### THE PROBLEM:
Copy out each line of the data holding "Answer".
[INFORMATION GIVEN Boundary: Start]
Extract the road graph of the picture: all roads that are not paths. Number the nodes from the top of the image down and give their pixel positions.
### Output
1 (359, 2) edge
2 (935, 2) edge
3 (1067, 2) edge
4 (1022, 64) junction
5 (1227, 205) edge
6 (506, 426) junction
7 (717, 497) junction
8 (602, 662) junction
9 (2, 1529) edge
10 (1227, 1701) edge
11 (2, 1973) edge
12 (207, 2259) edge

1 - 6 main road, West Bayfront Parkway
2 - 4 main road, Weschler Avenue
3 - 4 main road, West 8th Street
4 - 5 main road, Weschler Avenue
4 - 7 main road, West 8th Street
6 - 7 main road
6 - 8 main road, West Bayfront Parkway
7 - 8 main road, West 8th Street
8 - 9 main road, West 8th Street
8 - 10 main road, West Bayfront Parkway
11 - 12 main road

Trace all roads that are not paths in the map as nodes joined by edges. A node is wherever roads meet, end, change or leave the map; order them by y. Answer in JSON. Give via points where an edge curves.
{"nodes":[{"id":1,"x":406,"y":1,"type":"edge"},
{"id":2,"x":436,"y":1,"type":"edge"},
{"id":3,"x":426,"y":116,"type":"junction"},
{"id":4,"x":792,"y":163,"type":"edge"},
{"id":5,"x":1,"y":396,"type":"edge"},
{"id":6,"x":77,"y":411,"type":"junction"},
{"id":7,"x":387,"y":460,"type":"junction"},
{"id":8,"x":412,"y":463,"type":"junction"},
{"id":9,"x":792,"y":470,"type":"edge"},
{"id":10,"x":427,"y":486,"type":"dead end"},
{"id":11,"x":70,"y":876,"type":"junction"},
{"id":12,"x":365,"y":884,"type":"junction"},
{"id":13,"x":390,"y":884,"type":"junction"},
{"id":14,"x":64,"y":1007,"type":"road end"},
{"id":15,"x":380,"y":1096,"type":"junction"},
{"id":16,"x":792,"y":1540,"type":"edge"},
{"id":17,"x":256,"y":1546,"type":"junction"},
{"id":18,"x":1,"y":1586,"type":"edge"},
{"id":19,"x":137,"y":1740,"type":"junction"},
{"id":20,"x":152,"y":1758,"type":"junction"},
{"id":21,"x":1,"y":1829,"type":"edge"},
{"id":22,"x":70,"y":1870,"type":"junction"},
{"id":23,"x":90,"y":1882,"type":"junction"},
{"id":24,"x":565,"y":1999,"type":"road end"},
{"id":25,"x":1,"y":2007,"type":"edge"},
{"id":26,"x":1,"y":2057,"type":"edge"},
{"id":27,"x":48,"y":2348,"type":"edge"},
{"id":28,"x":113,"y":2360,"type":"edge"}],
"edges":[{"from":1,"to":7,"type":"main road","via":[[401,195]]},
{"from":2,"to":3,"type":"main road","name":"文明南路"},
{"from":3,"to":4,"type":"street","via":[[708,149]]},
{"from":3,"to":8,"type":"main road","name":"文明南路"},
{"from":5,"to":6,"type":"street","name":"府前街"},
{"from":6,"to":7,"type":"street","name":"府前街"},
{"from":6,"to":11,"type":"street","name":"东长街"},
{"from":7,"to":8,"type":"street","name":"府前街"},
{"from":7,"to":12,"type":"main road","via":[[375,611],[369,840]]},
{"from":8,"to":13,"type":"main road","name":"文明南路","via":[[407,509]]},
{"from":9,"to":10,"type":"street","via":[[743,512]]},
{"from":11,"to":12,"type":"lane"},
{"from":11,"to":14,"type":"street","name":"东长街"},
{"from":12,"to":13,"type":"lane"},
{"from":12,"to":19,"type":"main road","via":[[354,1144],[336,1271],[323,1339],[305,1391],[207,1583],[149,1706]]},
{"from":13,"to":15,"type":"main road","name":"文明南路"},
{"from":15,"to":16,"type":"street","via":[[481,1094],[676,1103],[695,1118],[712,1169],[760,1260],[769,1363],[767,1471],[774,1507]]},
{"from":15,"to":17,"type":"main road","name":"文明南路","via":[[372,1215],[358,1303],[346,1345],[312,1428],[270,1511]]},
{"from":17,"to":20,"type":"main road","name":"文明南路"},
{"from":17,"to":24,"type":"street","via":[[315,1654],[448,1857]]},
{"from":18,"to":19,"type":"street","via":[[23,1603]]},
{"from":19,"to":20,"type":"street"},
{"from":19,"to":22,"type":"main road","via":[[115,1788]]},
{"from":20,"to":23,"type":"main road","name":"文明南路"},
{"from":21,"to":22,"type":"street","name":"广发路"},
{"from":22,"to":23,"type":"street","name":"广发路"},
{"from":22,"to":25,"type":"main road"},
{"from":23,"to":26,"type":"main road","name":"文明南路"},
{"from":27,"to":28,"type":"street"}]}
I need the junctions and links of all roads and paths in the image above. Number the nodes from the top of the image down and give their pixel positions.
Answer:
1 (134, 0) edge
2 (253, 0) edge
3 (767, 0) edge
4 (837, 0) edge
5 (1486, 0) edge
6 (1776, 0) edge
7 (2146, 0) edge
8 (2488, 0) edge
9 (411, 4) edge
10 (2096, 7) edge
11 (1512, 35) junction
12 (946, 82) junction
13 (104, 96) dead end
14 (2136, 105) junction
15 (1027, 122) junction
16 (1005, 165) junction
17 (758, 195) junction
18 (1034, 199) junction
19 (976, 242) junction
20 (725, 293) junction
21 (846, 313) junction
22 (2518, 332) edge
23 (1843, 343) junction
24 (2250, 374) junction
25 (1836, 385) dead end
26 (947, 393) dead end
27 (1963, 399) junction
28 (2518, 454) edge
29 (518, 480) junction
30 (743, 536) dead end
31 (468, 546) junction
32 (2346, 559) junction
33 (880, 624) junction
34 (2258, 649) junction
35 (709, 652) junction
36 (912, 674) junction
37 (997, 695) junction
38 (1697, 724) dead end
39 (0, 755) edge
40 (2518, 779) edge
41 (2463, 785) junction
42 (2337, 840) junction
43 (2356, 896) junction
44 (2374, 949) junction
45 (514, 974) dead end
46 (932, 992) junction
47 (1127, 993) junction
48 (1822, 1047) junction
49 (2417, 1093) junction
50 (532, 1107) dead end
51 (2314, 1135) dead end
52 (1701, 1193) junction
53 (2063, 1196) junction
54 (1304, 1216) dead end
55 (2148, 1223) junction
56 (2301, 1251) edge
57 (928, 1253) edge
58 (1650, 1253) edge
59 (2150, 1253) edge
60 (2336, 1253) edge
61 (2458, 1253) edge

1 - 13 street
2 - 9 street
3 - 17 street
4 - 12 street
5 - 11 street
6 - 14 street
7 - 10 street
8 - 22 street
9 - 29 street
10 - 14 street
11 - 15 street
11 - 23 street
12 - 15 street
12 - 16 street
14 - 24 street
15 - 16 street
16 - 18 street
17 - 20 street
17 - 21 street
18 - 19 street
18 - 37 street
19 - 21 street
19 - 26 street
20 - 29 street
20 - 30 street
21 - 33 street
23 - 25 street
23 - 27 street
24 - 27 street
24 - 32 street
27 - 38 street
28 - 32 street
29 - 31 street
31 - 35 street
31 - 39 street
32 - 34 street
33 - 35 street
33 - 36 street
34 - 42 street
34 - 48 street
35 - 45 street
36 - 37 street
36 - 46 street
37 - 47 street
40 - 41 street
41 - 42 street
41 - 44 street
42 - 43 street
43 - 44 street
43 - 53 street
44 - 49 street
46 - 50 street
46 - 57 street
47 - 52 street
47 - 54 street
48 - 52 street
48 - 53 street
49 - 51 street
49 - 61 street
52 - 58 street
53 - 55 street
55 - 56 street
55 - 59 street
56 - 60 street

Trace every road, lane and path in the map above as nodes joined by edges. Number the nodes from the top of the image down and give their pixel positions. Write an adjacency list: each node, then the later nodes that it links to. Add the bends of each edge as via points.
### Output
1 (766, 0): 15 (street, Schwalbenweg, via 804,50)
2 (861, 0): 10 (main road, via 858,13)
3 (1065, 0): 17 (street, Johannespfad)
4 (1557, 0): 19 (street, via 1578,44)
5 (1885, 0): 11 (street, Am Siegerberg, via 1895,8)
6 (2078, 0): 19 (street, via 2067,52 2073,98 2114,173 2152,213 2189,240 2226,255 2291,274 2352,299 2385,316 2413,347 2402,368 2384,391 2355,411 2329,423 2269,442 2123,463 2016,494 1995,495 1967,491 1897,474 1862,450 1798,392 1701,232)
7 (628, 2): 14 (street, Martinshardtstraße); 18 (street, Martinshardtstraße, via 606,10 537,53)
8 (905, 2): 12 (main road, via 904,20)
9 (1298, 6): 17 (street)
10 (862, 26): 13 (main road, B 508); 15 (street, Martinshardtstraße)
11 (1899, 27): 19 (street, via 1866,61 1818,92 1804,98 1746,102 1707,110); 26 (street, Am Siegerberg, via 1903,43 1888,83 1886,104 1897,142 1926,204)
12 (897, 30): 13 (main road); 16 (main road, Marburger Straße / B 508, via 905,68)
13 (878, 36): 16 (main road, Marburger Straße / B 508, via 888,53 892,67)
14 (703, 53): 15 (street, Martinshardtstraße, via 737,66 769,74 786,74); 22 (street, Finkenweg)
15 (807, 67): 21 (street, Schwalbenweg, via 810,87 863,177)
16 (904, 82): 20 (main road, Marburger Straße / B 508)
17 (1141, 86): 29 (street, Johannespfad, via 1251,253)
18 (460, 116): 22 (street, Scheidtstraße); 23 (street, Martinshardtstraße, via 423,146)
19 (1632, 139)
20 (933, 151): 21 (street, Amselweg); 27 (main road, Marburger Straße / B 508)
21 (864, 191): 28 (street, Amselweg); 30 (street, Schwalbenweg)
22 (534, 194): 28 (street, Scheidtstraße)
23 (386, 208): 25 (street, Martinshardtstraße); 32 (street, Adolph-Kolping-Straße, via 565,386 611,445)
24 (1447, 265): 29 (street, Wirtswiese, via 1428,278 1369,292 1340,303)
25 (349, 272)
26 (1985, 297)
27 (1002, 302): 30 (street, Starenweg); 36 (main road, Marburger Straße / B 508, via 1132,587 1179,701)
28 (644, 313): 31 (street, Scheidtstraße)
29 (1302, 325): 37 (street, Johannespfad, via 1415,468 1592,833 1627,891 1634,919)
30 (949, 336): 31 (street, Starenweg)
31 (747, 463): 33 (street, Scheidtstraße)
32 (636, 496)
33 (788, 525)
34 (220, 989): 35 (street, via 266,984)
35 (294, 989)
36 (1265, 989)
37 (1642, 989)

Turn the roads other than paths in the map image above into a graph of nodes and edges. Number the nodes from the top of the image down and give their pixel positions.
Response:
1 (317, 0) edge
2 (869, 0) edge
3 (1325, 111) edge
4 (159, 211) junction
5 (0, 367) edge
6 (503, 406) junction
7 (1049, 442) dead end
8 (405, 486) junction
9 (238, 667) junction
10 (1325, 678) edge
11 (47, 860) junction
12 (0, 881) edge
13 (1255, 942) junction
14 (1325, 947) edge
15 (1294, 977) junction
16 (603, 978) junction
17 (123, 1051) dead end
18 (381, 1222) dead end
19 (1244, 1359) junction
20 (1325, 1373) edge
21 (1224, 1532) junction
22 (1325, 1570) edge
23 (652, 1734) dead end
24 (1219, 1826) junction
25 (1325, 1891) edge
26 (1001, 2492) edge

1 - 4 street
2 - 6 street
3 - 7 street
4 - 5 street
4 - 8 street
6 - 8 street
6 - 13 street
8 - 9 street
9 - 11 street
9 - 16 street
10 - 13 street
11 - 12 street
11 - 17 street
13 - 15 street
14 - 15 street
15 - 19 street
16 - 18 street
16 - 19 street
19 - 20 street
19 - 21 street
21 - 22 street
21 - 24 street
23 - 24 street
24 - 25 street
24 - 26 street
[INFORMATION GIVEN Boundary: End]
### YOUR RESPONSE:
Trace all roads that are not paths in the map as nodes joined by edges. A node is wherever roads meet, end, change or leave the map; order them by y. Answer in JSON. Give via points where an edge curves.
Answer:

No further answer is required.